Kepahlawanan Sa’ad yang paling nyata tentulah karena keberanian dan pengorbananya di setiap peperangan yang diikutinya. Dalam perang Badar Sa’ad memilih berjalan kaki baik ketika berangkat dari Madinah menuju Badar maupun sebaliknya. Pilihan Sa’ad ini dikarenakan saat itu kaum muslimin hanya memilik sedikit tunggangan. Padahal jarak Madinah dan Badar adalah 150 KM.
Pada perang Uhud, ketika pasukan kaum muslimin lari kocar-kacir, Sa’ad tetap menjaga Rasulullah dengan beberapa orang sahabat lainnya.
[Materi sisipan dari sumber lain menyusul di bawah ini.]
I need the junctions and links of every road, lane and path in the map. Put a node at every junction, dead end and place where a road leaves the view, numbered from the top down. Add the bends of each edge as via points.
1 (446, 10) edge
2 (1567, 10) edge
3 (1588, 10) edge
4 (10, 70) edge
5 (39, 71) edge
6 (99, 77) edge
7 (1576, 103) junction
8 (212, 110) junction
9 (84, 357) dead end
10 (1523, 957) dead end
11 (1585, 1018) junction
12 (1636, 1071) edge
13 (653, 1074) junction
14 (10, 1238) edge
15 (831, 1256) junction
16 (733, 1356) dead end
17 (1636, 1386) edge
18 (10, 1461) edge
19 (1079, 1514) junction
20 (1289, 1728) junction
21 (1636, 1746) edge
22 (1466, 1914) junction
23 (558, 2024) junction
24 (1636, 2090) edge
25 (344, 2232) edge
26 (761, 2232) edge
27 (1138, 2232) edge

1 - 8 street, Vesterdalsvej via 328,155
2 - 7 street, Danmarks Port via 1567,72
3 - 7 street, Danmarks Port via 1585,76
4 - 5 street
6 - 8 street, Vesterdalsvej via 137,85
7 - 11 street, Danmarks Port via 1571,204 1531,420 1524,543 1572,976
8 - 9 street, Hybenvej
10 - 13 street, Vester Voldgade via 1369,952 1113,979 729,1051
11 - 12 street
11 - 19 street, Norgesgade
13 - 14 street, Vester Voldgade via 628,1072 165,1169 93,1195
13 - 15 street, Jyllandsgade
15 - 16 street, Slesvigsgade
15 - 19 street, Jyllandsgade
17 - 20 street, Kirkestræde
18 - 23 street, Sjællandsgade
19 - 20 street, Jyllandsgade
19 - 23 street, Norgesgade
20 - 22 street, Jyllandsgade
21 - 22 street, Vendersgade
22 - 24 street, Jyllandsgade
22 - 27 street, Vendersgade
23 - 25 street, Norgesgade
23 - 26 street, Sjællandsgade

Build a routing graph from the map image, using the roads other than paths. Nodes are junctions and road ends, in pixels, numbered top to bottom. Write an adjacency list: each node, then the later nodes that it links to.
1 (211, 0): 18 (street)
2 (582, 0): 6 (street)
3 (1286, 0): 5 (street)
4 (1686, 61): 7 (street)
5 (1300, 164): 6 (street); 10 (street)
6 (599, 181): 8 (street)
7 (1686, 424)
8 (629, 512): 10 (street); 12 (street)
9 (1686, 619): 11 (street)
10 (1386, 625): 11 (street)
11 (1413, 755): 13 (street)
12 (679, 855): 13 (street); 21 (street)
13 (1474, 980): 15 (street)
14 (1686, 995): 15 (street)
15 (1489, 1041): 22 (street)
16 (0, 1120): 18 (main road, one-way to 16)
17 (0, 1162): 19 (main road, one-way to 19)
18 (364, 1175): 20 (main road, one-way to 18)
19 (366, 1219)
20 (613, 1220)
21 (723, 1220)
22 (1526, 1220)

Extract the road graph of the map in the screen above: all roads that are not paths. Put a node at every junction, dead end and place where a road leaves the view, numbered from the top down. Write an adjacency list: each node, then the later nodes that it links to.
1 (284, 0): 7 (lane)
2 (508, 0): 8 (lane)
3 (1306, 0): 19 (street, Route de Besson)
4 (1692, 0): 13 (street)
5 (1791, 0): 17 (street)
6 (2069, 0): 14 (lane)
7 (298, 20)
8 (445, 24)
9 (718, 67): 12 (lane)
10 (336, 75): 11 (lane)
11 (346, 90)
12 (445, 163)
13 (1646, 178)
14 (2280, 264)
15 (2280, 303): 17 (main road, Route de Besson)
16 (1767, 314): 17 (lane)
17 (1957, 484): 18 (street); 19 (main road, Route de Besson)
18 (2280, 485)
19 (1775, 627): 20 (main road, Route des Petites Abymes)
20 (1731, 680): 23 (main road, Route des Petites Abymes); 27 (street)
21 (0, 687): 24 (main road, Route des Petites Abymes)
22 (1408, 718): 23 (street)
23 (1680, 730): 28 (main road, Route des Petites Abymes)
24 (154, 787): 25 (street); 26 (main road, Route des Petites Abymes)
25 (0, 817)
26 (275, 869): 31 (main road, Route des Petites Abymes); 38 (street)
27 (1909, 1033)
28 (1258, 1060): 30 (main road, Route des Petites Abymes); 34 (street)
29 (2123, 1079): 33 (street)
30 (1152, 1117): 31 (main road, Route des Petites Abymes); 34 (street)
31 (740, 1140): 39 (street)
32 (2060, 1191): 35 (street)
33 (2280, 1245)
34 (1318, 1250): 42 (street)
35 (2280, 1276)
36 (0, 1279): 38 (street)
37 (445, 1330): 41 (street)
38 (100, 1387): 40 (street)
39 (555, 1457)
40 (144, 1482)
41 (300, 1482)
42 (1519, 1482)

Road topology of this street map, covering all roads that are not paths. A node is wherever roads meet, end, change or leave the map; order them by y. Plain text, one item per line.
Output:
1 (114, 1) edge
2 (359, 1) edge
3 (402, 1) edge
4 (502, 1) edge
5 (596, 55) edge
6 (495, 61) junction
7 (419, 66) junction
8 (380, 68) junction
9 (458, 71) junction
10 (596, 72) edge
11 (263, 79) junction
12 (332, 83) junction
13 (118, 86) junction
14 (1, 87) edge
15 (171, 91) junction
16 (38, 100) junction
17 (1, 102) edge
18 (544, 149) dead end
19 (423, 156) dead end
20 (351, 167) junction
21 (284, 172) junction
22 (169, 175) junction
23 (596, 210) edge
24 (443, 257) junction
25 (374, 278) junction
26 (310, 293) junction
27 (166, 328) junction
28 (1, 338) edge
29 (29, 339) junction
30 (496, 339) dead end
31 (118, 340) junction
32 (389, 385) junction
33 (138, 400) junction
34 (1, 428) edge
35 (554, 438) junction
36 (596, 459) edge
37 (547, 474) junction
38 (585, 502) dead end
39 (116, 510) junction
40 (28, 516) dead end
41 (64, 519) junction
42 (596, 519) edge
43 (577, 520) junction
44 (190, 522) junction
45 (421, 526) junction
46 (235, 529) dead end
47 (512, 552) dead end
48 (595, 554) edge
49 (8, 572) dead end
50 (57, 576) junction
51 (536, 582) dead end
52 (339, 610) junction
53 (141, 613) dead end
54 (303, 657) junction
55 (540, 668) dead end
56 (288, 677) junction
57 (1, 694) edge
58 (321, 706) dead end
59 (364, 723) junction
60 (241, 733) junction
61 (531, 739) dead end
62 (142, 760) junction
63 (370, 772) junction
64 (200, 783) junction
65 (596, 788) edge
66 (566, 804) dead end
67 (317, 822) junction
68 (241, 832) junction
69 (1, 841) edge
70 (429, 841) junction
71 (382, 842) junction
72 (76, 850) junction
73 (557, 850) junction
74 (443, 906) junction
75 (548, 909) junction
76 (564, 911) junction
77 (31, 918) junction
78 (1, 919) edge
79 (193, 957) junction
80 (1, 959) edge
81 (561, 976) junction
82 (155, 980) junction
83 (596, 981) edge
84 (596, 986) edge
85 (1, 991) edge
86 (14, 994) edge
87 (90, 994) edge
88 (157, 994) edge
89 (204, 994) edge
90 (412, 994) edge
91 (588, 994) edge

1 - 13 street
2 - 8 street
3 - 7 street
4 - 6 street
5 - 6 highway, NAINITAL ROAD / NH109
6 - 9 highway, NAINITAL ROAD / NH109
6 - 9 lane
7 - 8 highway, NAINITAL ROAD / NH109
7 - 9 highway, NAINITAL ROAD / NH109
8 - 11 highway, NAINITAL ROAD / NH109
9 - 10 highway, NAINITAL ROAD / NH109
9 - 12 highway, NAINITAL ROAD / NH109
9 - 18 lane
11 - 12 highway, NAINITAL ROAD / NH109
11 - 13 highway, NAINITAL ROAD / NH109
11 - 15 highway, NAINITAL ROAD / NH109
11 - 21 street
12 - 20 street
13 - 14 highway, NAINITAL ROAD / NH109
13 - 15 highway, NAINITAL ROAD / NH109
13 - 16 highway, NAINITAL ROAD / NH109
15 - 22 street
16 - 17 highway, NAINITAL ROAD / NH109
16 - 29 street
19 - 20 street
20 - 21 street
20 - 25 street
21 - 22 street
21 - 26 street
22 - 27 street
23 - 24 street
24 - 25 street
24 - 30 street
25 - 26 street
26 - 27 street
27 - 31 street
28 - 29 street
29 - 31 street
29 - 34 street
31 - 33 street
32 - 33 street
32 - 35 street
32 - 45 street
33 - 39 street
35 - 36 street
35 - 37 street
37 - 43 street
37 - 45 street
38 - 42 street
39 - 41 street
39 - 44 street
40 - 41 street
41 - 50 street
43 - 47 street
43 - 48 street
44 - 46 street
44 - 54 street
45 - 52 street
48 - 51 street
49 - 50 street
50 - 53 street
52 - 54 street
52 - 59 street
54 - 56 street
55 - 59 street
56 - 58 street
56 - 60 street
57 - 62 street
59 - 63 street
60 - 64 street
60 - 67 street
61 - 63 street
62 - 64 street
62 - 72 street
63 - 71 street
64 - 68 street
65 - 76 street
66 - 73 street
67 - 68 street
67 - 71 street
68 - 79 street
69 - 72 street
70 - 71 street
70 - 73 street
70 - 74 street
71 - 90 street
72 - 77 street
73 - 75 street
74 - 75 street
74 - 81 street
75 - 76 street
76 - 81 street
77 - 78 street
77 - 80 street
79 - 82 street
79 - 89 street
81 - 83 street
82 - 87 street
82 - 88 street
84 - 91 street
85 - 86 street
Ia terus melepaskan anak panahnya membunuh pasukan kafir Quraisy. Setiap kali melepaskan anak panahnya Sa’ad berdo’a:”Ya Allah inilah panahmua, maka lesakanlah kepada musuhmu”, mendengar do’a Sa’ad itu Rasulullah saw. memberinya semangat: ”Ya Alah kabulkanlah untuk Sa’ad, Ya Allah tepatkanlah bidikannya, Panahlah, hai Sa’ad! Panahlah …! Ayah dan ibuku menjadi tebusanmu”. Sa’ad sangat bangga dengan ucapan Rasulullah ini.
Pada pertempuran ini Ummu Aiman ikut serta untuk memberi minum kepada pasukan yang terluka. Tiba-tiba seorang kafir melemparnya dengan anak panah, hingga dia pun terjatuh dan auratnya terbuka, orang kafir itu pun tertawa. Melihat itu, Rasulullah segera mengambil anak panah dan menyerahannya kepada Sa’ad, lalu beliau bersabda, “Wahai Sa’ad, lemparkanlah anak panah ini, Ayah dan ibuku menjadi tebusanmu.”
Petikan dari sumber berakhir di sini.